Segment Start: DATA SHOWN

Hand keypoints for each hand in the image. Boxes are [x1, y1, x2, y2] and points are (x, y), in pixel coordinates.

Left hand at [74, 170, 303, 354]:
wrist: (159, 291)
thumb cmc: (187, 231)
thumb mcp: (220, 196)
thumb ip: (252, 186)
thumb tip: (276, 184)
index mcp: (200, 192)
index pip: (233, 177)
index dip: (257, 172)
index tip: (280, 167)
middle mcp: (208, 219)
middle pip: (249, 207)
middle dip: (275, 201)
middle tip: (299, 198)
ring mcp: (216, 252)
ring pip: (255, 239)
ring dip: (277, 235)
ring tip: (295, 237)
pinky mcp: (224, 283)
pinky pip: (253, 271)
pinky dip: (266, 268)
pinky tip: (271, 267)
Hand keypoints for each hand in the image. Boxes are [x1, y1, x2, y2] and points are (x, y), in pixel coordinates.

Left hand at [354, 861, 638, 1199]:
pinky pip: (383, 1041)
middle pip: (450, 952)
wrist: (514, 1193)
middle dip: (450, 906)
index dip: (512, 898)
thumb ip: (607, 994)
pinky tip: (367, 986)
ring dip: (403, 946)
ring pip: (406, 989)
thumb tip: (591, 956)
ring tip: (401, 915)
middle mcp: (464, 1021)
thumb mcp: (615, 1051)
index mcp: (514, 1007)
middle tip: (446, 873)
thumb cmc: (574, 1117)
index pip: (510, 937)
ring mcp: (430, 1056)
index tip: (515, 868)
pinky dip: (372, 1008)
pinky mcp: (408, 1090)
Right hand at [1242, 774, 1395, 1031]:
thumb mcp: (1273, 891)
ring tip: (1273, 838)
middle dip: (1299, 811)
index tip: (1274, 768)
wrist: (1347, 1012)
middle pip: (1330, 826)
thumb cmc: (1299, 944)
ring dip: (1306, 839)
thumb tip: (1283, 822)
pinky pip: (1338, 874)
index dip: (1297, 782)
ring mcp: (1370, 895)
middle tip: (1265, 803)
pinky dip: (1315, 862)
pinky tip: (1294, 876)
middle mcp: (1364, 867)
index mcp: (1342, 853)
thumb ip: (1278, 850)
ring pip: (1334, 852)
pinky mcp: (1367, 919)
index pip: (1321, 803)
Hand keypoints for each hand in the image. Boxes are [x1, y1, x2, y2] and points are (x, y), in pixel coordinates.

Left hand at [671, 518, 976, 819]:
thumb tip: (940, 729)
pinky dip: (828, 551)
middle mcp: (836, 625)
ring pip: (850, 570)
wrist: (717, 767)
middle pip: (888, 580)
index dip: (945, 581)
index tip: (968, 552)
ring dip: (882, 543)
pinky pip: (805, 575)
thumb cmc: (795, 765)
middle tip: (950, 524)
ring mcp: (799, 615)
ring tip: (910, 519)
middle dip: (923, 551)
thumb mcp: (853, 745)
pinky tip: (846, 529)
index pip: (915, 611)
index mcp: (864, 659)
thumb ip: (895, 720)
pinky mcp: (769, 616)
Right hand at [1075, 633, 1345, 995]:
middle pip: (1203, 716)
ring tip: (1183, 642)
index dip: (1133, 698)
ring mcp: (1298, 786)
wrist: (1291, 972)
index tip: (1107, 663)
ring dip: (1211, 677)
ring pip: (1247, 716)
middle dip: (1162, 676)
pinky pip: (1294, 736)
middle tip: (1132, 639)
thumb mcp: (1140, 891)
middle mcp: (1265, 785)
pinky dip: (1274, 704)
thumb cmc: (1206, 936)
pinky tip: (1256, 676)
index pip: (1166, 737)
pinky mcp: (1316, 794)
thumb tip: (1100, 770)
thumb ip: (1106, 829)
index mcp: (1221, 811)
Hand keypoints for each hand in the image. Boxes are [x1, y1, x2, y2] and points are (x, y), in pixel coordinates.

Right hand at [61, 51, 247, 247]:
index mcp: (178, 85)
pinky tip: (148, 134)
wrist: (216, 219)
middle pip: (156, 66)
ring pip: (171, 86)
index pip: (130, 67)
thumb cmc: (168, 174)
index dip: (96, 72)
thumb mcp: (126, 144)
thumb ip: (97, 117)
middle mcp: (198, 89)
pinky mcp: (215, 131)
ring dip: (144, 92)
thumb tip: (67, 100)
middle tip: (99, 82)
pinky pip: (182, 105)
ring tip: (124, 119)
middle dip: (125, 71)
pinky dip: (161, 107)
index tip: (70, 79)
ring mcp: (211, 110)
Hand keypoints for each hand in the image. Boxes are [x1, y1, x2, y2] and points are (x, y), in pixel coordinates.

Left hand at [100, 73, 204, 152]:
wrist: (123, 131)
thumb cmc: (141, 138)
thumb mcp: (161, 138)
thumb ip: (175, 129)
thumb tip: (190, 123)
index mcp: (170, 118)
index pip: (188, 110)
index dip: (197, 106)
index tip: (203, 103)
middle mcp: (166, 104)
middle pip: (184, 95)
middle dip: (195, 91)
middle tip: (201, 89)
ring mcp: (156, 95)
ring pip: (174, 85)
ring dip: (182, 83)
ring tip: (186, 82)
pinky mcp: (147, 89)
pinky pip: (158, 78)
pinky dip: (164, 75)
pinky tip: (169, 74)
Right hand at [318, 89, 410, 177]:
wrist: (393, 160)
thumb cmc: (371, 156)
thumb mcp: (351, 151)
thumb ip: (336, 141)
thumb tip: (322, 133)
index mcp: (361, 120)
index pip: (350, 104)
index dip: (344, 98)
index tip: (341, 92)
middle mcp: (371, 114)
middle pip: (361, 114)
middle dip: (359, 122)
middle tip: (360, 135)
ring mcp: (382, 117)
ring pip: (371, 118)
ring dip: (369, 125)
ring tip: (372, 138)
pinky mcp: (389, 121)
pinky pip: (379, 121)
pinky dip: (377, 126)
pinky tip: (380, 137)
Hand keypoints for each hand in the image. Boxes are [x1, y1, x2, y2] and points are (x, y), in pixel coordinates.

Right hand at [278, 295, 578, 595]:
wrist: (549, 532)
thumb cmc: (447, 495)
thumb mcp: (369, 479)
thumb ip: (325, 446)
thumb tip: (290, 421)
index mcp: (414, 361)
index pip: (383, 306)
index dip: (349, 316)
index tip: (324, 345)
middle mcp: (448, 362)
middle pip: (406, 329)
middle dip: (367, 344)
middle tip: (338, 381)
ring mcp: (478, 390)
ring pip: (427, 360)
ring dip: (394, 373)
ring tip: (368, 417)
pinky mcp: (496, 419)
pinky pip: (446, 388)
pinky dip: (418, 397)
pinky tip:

Segment End: DATA SHOWN

**INSTRUCTIONS TO FOLLOW**
Reproduce every line of the data without changing a word.

**EXERCISE ANSWER**
Hand keypoints for each hand in the image. Boxes are [x1, y1, x2, y2] and points are (x, y), in pixel coordinates.

Left hand at [74, 170, 303, 354]:
wrist: (159, 291)
thumb cmc: (187, 231)
thumb mcp: (220, 196)
thumb ip: (252, 186)
thumb tip: (276, 184)
index mcp: (200, 192)
index pip: (233, 177)
index dip: (257, 172)
index tip: (280, 167)
middle mcp: (208, 219)
middle pip: (249, 207)
middle dip: (275, 201)
middle tip: (299, 198)
ring mcp: (216, 252)
ring pip: (255, 239)
ring dip: (277, 235)
ring tip: (295, 237)
pinky mcp: (224, 283)
pinky pip: (253, 271)
pinky dip: (266, 268)
pinky tip: (271, 267)
Hand keypoints for each hand in the image. Boxes are [x1, y1, x2, y2] and points are (x, y), in pixel coordinates.

Left hand at [354, 861, 638, 1199]:
pinky pip: (383, 1041)
middle pip: (450, 952)
wrist: (514, 1193)
middle dip: (450, 906)
index dip: (512, 898)
thumb ip: (607, 994)
pinky tip: (367, 986)
ring dip: (403, 946)
ring pip: (406, 989)
thumb tip: (591, 956)
ring tip: (401, 915)
middle mcp: (464, 1021)
thumb mcp: (615, 1051)
index mcp: (514, 1007)
middle tip: (446, 873)
thumb cmc: (574, 1117)
index pip: (510, 937)
ring mcp: (430, 1056)
index tip: (515, 868)
pinky dip: (372, 1008)
pinky mcp: (408, 1090)
Right hand at [1242, 774, 1395, 1031]:
thumb mcp: (1273, 891)
ring tip: (1273, 838)
middle dip: (1299, 811)
index tip: (1274, 768)
wrist: (1347, 1012)
middle pip: (1330, 826)
thumb cmc: (1299, 944)
ring dip: (1306, 839)
thumb tip: (1283, 822)
pinky pip: (1338, 874)
index dip: (1297, 782)
ring mcp: (1370, 895)
middle tip: (1265, 803)
pinky dip: (1315, 862)
pinky tip: (1294, 876)
middle mcp: (1364, 867)
index mcp: (1342, 853)
thumb ip: (1278, 850)
ring pip: (1334, 852)
pinky mcp: (1367, 919)
index pip: (1321, 803)
Hand keypoints for each hand in the image. Boxes are [x1, y1, x2, y2] and points are (x, y), in pixel coordinates.

Left hand at [671, 518, 976, 819]:
thumb tip: (940, 729)
pinky dip: (828, 551)
middle mcp: (836, 625)
ring pip: (850, 570)
wrist: (717, 767)
middle pip: (888, 580)
index dip: (945, 581)
index tip: (968, 552)
ring dip: (882, 543)
pinky pip: (805, 575)
thumb cmc: (795, 765)
middle tip: (950, 524)
ring mcp: (799, 615)
ring tip: (910, 519)
middle dip: (923, 551)
thumb mcp: (853, 745)
pinky tip: (846, 529)
index pip: (915, 611)
index mcp: (864, 659)
thumb ip: (895, 720)
pinky mcp: (769, 616)
Right hand at [1075, 633, 1345, 995]:
middle pip: (1203, 716)
ring tip: (1183, 642)
index dip: (1133, 698)
ring mcp: (1298, 786)
wrist: (1291, 972)
index tip: (1107, 663)
ring dip: (1211, 677)
ring pip: (1247, 716)
middle dip: (1162, 676)
pinky pip: (1294, 736)
middle tip: (1132, 639)
thumb mcp: (1140, 891)
middle mcp: (1265, 785)
pinky dip: (1274, 704)
thumb cmc: (1206, 936)
pinky tip: (1256, 676)
index pip: (1166, 737)
pinky mcp: (1316, 794)
thumb tip: (1100, 770)
thumb ip: (1106, 829)
index mcp: (1221, 811)
Hand keypoints for each hand in the image. Boxes are [x1, y1, x2, y2] and points are (x, y), in pixel coordinates.

Right hand at [61, 51, 247, 247]:
index mcp: (178, 85)
pinky tip: (148, 134)
wrist: (216, 219)
middle pip: (156, 66)
ring pip: (171, 86)
index pip: (130, 67)
thumb cmc: (168, 174)
index dip: (96, 72)
thumb mcp: (126, 144)
thumb ip: (97, 117)
middle mcp: (198, 89)
pinky mcp: (215, 131)
ring dip: (144, 92)
thumb tip: (67, 100)
middle tip: (99, 82)
pinky pip: (182, 105)
ring tip: (124, 119)
middle dip: (125, 71)
pinky dip: (161, 107)
index tip: (70, 79)
ring mcp: (211, 110)
Hand keypoints for each hand in the image. Boxes are [x1, y1, x2, y2] and points are (x, y), in pixel coordinates.

Left hand at [100, 73, 204, 152]:
wrist: (123, 131)
thumb cmc: (141, 138)
thumb mcp: (161, 138)
thumb ip: (175, 129)
thumb tip: (190, 123)
index mcp: (170, 118)
index pip: (188, 110)
index dip: (197, 106)
index tip: (203, 103)
middle mcp: (166, 104)
middle pip: (184, 95)
middle dip: (195, 91)
middle tip: (201, 89)
ring mcp: (156, 95)
ring pip: (174, 85)
ring dip: (182, 83)
ring tip: (186, 82)
pinky mcp: (147, 89)
pinky pip: (158, 78)
pinky dip: (164, 75)
pinky tip: (169, 74)
Right hand at [318, 89, 410, 177]:
wrist: (393, 160)
thumb cmc: (371, 156)
thumb mcp: (351, 151)
thumb ip: (336, 141)
thumb tip: (322, 133)
index mcp: (361, 120)
index pip: (350, 104)
index dip: (344, 98)
index tip: (341, 92)
middle mcp: (371, 114)
middle pip: (361, 114)
middle dip: (359, 122)
middle tip: (360, 135)
ring mcp: (382, 117)
ring pip: (371, 118)
ring dip: (369, 125)
ring tip: (372, 138)
pinky mcp: (389, 121)
pinky pip: (379, 121)
pinky dip: (377, 126)
pinky tip: (380, 137)
Hand keypoints for each hand in the image. Boxes are [x1, y1, x2, y2] and points are (x, y), in pixel coordinates.

Right hand at [278, 295, 578, 595]:
wrist: (549, 532)
thumb cmc: (447, 495)
thumb mcp: (369, 479)
thumb ip: (325, 446)
thumb tip: (290, 421)
index mcp: (414, 361)
index pip: (383, 306)
index dip: (349, 316)
index tip: (324, 345)
middle mcp: (448, 362)
middle pip: (406, 329)
middle dip: (367, 344)
middle tip: (338, 381)
ring mcp: (478, 390)
ring pip: (427, 360)
ring dip: (394, 373)
ring tip: (368, 417)
pinky mcp: (496, 419)
pinky pip: (446, 388)
pinky dip: (418, 397)
pinky tip:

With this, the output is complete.